いまでは「デザイナーズホテル」と呼ばれる建物は日本各地にたくさんありますが、イタリアの巨匠アルド・ロッシが日本で初めて手がけた建築物だというこのホテルはその先駆けとのことで、世界的に注目を集めたそうです。1989年に開業、バブル経済期の建築設計で、それらしい雰囲気がありますが、ホテルのホスピタリティの評判は地元でも高いそうです。

アルド・ロッシさんは1989年にアメリカ建築家協会(AIA)の名誉会長となり、1990年に建築界のノーベル賞といわれるプリツカー賞を受賞した建築家です。このホテルは、福岡県北九州市にある「門司港ホテル」と並んで同氏の建築として名高く、いまも外国からロッシ・ファンが宿泊に訪れるそうです。

↑正面玄関は2階にあたります。外観には、建築材料でよく使われる「トラバーチン」という赤みがある大理石の一種を全面に使ってあります。円柱が地上8階まで垂直に並び、緑の建材が水平に組んであります。なんと、窓がありません。迫力のファサードです。

イル・パラッツォとは、イタリア語で「宮殿」という意味ですが、本館の左右には小さな別棟を配して、ひとつの街をイメージしているのだとか。このホテルは、アメリカ建築家協会から優れた建築家に対して与えられる賞をアメリカ国内以外の建築物として、史上初めて受賞しています。(日本人では、コンクリートの打ちっ放し建築で有名な安藤忠雄さんが受賞しています。)

また、「福岡市都市景観賞」も受賞しています。同賞は、福岡の街の魅力を創り出している建物や通り、企画や活動に関係している人たちの努力を讃え、広く市民に伝えることを目的にした賞です。ぼくは福岡市で建築物巡りをするときの参考にしています。

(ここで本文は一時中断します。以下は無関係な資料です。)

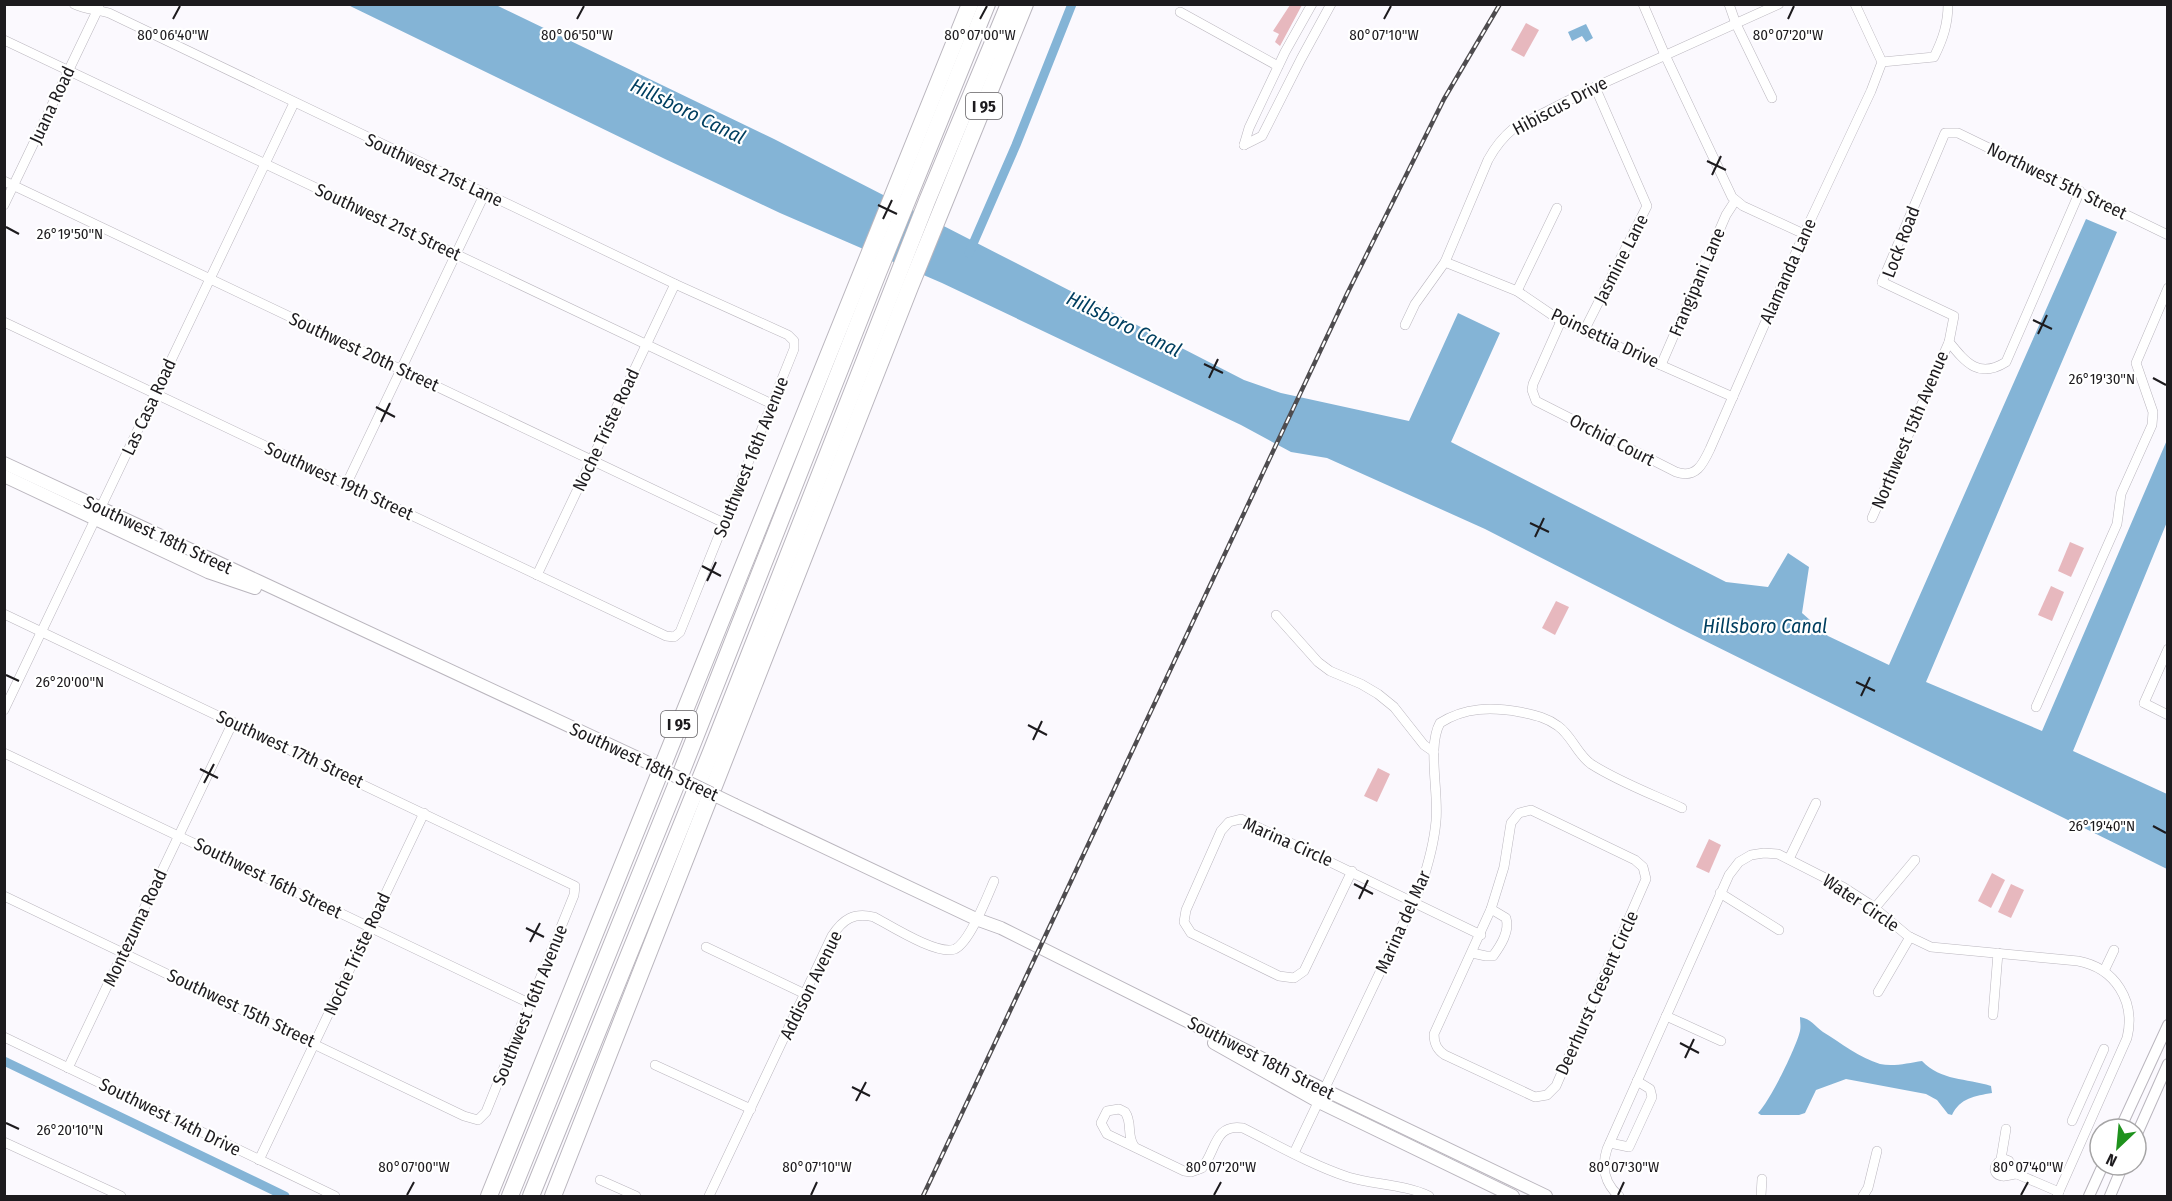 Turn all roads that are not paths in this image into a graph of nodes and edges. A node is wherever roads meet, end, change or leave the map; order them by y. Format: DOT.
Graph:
graph roads {
  1 [pos="74,4"];
  2 [pos="970,4"];
  3 [pos="987,4"];
  4 [pos="1009,4"];
  5 [pos="1025,4"];
  6 [pos="1312,4"];
  7 [pos="1331,4"];
  8 [pos="1643,4"];
  9 [pos="1729,4"];
  10 [pos="1779,4"];
  11 [pos="1855,4"];
  12 [pos="1948,4"];
  13 [pos="99,7"];
  14 [pos="1180,12"];
  15 [pos="1736,24"];
  16 [pos="4,40"];
  17 [pos="1665,55"];
  18 [pos="1882,62"];
  19 [pos="1278,66"];
  20 [pos="69,70"];
  21 [pos="1595,87"];
  22 [pos="1772,98"];
  23 [pos="294,103"];
  24 [pos="1946,133"];
  25 [pos="265,164"];
  26 [pos="9,184"];
  27 [pos="902,190"];
  28 [pos="2080,191"];
  29 [pos="485,194"];
  30 [pos="1736,201"];
  31 [pos="4,205"];
  32 [pos="935,205"];
  33 [pos="1557,208"];
  34 [pos="1804,234"];
  35 [pos="2168,236"];
  36 [pos="456,254"];
  37 [pos="1445,262"];
  38 [pos="871,269"];
  39 [pos="210,279"];
  40 [pos="675,284"];
  41 [pos="903,284"];
  42 [pos="2168,288"];
  43 [pos="1517,291"];
  44 [pos="1561,321"];
  45 [pos="4,322"];
  46 [pos="1405,325"];
  47 [pos="1584,331"];
  48 [pos="794,340"];
  49 [pos="1949,342"];
  50 [pos="646,345"];
  51 [pos="1661,365"];
  52 [pos="401,370"];
  53 [pos="155,394"];
  54 [pos="1733,397"];
  55 [pos="772,404"];
  56 [pos="592,460"];
  57 [pos="4,463"];
  58 [pos="1689,474"];
  59 [pos="4,476"];
  60 [pos="346,485"];
  61 [pos="99,514"];
  62 [pos="1872,518"];
  63 [pos="724,523"];
  64 [pos="537,575"];
  65 [pos="4,614"];
  66 [pos="1276,615"];
  67 [pos="42,632"];
  68 [pos="674,637"];
  69 [pos="2168,648"];
  70 [pos="2036,707"];
  71 [pos="4,710"];
  72 [pos="2168,714"];
  73 [pos="233,722"];
  74 [pos="4,753"];
  75 [pos="1434,753"];
  76 [pos="1816,803"];
  77 [pos="1682,808"];
  78 [pos="424,813"];
  79 [pos="179,836"];
  80 [pos="1789,860"];
  81 [pos="1915,860"];
  82 [pos="1352,871"];
  83 [pos="994,881"];
  84 [pos="575,886"];
  85 [pos="1720,893"];
  86 [pos="4,896"];
  87 [pos="1414,903"];
  88 [pos="1491,909"];
  89 [pos="1874,909"];
  90 [pos="976,919"];
  91 [pos="369,927"];
  92 [pos="1779,930"];
  93 [pos="1481,934"];
  94 [pos="1910,937"];
  95 [pos="706,947"];
  96 [pos="2114,950"];
  97 [pos="123,952"];
  98 [pos="1472,952"];
  99 [pos="1998,953"];
  100 [pos="2104,971"];
  101 [pos="1878,992"];
  102 [pos="806,994"];
  103 [pos="531,1004"];
  104 [pos="1993,1015"];
  105 [pos="1666,1016"];
  106 [pos="2168,1025"];
  107 [pos="4,1037"];
  108 [pos="1721,1041"];
  109 [pos="314,1043"];
  110 [pos="2104,1048"];
  111 [pos="2098,1064"];
  112 [pos="2168,1064"];
  113 [pos="655,1065"];
  114 [pos="68,1068"];
  115 [pos="2113,1070"];
  116 [pos="1637,1081"];
  117 [pos="1325,1090"];
  118 [pos="1319,1102"];
  119 [pos="751,1109"];
  120 [pos="2126,1117"];
  121 [pos="2144,1117"];
  122 [pos="478,1119"];
  123 [pos="2072,1121"];
  124 [pos="2006,1129"];
  125 [pos="4,1142"];
  126 [pos="1610,1143"];
  127 [pos="1134,1146"];
  128 [pos="1877,1151"];
  129 [pos="1294,1153"];
  130 [pos="2001,1159"];
  131 [pos="259,1160"];
  132 [pos="2017,1174"];
  133 [pos="2098,1177"];
  134 [pos="2118,1177"];
  135 [pos="1762,1179"];
  136 [pos="600,1180"];
  137 [pos="2058,1194"];
  138 [pos="121,1197"];
  139 [pos="335,1197"];
  140 [pos="489,1197"];
  141 [pos="510,1197"];
  142 [pos="531,1197"];
  143 [pos="553,1197"];
  144 [pos="636,1197"];
  145 [pos="709,1197"];
  146 [pos="1429,1197"];
  147 [pos="1513,1197"];
  148 [pos="1546,1197"];
  149 [pos="1619,1197"];
  150 [pos="1761,1197"];
  151 [pos="1863,1197"];
  152 [pos="2089,1197"];
  153 [pos="2110,1197"];
  1 -- 13 [label="street, Southwest 21st Lane"];
  2 -- 27 [label="highway, I 95"];
  3 -- 27 [label="highway"];
  4 -- 32 [label="highway"];
  5 -- 32 [label="highway, I 95"];
  6 -- 19 [label="street"];
  7 -- 19 [label="street"];
  8 -- 17 [label="street"];
  9 -- 15 [label="street"];
  10 -- 15 [label="street, Hibiscus Drive"];
  11 -- 18 [label="street"];
  12 -- 18 [label="street"];
  13 -- 20 [label="street, Juana Road"];
  13 -- 23 [label="street, Southwest 21st Lane"];
  14 -- 19 [label="street"];
  15 -- 17 [label="street, Hibiscus Drive"];
  15 -- 22 [label="street"];
  16 -- 20 [label="street, Southwest 21st Street"];
  17 -- 21 [label="street, Hibiscus Drive"];
  17 -- 30 [label="street"];
  18 -- 34 [label="street, Alamanda Lane"];
  20 -- 25 [label="street, Southwest 21st Street"];
  20 -- 26 [label="street, Juana Road"];
  21 -- 37 [label="street, Hibiscus Drive"];
  21 -- 47 [label="street, Jasmine Lane"];
  23 -- 25 [label="street, Las Casa Road"];
  23 -- 29 [label="street, Southwest 21st Lane"];
  24 -- 28 [label="street, Northwest 5th Street"];
  24 -- 49 [label="street, Lock Road"];
  25 -- 36 [label="street, Southwest 21st Street"];
  25 -- 39 [label="street, Las Casa Road"];
  26 -- 31 [label="street, Juana Road"];
  26 -- 39 [label="street, Southwest 20th Street"];
  27 -- 38 [label="highway, I 95"];
  28 -- 35 [label="street, Northwest 5th Street"];
  28 -- 49 [label="street"];
  29 -- 36 [label="street"];
  29 -- 40 [label="street, Southwest 21st Lane"];
  30 -- 34 [label="street"];
  30 -- 51 [label="street, Frangipani Lane"];
  32 -- 41 [label="highway, I 95"];
  33 -- 43 [label="street"];
  34 -- 54 [label="street, Alamanda Lane"];
  36 -- 50 [label="street, Southwest 21st Street"];
  36 -- 52 [label="street"];
  37 -- 43 [label="street, Poinsettia Drive"];
  37 -- 46 [label="street, Hibiscus Drive"];
  38 -- 140 [label="highway, I 95"];
  38 -- 141 [label="highway"];
  39 -- 52 [label="street, Southwest 20th Street"];
  39 -- 53 [label="street, Las Casa Road"];
  40 -- 48 [label="street, Southwest 21st Lane"];
  40 -- 50 [label="street, Noche Triste Road"];
  41 -- 142 [label="highway"];
  41 -- 143 [label="highway, I 95"];
  42 -- 70 [label="street"];
  43 -- 44 [label="street, Poinsettia Drive"];
  44 -- 47 [label="street, Poinsettia Drive"];
  44 -- 58 [label="street, Orchid Court"];
  45 -- 53 [label="street, Southwest 19th Street"];
  47 -- 51 [label="street, Poinsettia Drive"];
  48 -- 55 [label="street, Southwest 16th Avenue"];
  49 -- 62 [label="street, Northwest 15th Avenue"];
  50 -- 55 [label="street, Southwest 21st Street"];
  50 -- 56 [label="street, Noche Triste Road"];
  51 -- 54 [label="street, Poinsettia Drive"];
  52 -- 56 [label="street, Southwest 20th Street"];
  52 -- 60 [label="street"];
  53 -- 60 [label="street, Southwest 19th Street"];
  53 -- 61 [label="street, Las Casa Road"];
  54 -- 58 [label="street, Alamanda Lane"];
  55 -- 63 [label="street, Southwest 16th Avenue"];
  56 -- 63 [label="street, Southwest 20th Street"];
  56 -- 64 [label="street, Noche Triste Road"];
  57 -- 61 [label="main road, Southwest 18th Street"];
  59 -- 61 [label="main road, Southwest 18th Street"];
  60 -- 64 [label="street, Southwest 19th Street"];
  61 -- 67 [label="street, Las Casa Road"];
  61 -- 90 [label="main road, Southwest 18th Street, bridge"];
  63 -- 68 [label="street, Southwest 16th Avenue"];
  64 -- 68 [label="street, Southwest 19th Street"];
  65 -- 67 [label="street, Southwest 17th Street"];
  66 -- 75 [label="street"];
  67 -- 71 [label="street, Las Casa Road"];
  67 -- 73 [label="street, Southwest 17th Street"];
  69 -- 72 [label="street"];
  73 -- 78 [label="street, Southwest 17th Street"];
  73 -- 79 [label="street, Montezuma Road"];
  74 -- 79 [label="street, Southwest 16th Street"];
  75 -- 77 [label="street, Marina del Mar"];
  75 -- 87 [label="street, Marina del Mar"];
  76 -- 80 [label="street"];
  78 -- 84 [label="street, Southwest 17th Street"];
  78 -- 91 [label="street, Noche Triste Road"];
  79 -- 91 [label="street, Southwest 16th Street"];
  79 -- 97 [label="street, Montezuma Road"];
  80 -- 85 [label="street, Water Circle"];
  80 -- 89 [label="street, Water Circle"];
  81 -- 89 [label="street"];
  82 -- 82 [label="street, Marina Circle"];
  82 -- 87 [label="street"];
  83 -- 90 [label="street, Addison Avenue"];
  84 -- 103 [label="street, Southwest 16th Avenue"];
  85 -- 92 [label="street"];
  85 -- 105 [label="street, Water Circle"];
  86 -- 97 [label="street, Southwest 15th Street"];
  87 -- 93 [label="street"];
  87 -- 117 [label="street, Marina del Mar"];
  88 -- 93 [label="street, Deerhurst Cresent Circle"];
  88 -- 98 [label="street"];
  88 -- 98 [label="street, Deerhurst Cresent Circle"];
  89 -- 94 [label="street, Water Circle"];
  90 -- 102 [label="street, Addison Avenue"];
  90 -- 117 [label="main road, Southwest 18th Street"];
  90 -- 118 [label="main road, Southwest 18th Street"];
  91 -- 103 [label="street, Southwest 16th Street"];
  91 -- 109 [label="street, Noche Triste Road"];
  93 -- 98 [label="street, Deerhurst Cresent Circle"];
  94 -- 99 [label="street, Water Circle"];
  94 -- 101 [label="street"];
  95 -- 102 [label="street"];
  96 -- 100 [label="street"];
  97 -- 109 [label="street, Southwest 15th Street"];
  97 -- 114 [label="street, Montezuma Road"];
  99 -- 100 [label="street, Water Circle"];
  99 -- 104 [label="street"];
  100 -- 115 [label="street"];
  102 -- 119 [label="street, Addison Avenue"];
  103 -- 122 [label="street, Southwest 16th Avenue"];
  105 -- 108 [label="street"];
  105 -- 116 [label="street, Water Circle"];
  106 -- 120 [label="street"];
  107 -- 114 [label="street, Southwest 14th Drive"];
  109 -- 122 [label="street, Southwest 15th Street"];
  109 -- 131 [label="street, Noche Triste Road"];
  110 -- 111 [label="street"];
  111 -- 115 [label="street"];
  111 -- 123 [label="street"];
  112 -- 121 [label="street"];
  113 -- 119 [label="street"];
  114 -- 131 [label="street, Southwest 14th Drive"];
  115 -- 137 [label="street"];
  116 -- 126 [label="street, Water Circle"];
  116 -- 126 [label="street"];
  117 -- 118 [label="street, Marina del Mar"];
  117 -- 148 [label="main road, Southwest 18th Street"];
  118 -- 129 [label="street"];
  118 -- 147 [label="main road, Southwest 18th Street"];
  119 -- 145 [label="street, Addison Avenue"];
  124 -- 130 [label="street"];
  125 -- 138 [label="street"];
  126 -- 149 [label="street, Water Circle"];
  127 -- 129 [label="street"];
  128 -- 151 [label="street"];
  129 -- 146 [label="street"];
  130 -- 132 [label="street"];
  130 -- 132 [label="street"];
  131 -- 139 [label="street, Southwest 14th Drive"];
  132 -- 137 [label="street"];
  133 -- 152 [label="street"];
  134 -- 153 [label="street"];
  135 -- 150 [label="street"];
  136 -- 144 [label="street"];
}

↑エントランスをくぐると、このシーン。中央が廊下、左右は棚デザインのウオールで、写真ではわかりにくいですが、歩いていくと左にフロント、ロビー、ロビーの奥にはレストラン、右にはラウンジ、バーがあります。一番奥は鏡になっています。写真を撮っているぼくが写っています。高級感が漂い、入っていいのかちゅうちょしました(笑)

↑ラウンジ「アンコムスト」。壁や天井は黒の漆喰(しっくい)で、オリジナルデザインのカラフルなチェアが引き立ち、座りたくなります。チェックイン後、ここでくつろぐことができるそうです。宿泊客だけではなく、一般のお客さんも利用できます。

↑こちらは、ダイニング「アンコムスト」。隠れ家的な空間で、赤い天井にシャンデリアがきらめいていました。

福岡市中央区春吉3-13-1
TEL:092-716-3333
福岡市営地下鉄空港線・天神駅、同・天神南駅、同・中洲川端駅、西鉄福岡(天神)駅から各徒歩5~10分

多彩な色、複雑な曲線の建物。運河が流れる大型エンタメスポット
「キャナルシティ博多」

運河を意味する「キャナル」のネーミングの通り、地下一階に約180メートルの擬似運河が流れる「キャナルシティ博多」は、福岡観光の目玉のひとつです。1996年4月に開業した再開発プロジェクトによるスポットで、敷地はなんと約4万3,500平米もあるそうです。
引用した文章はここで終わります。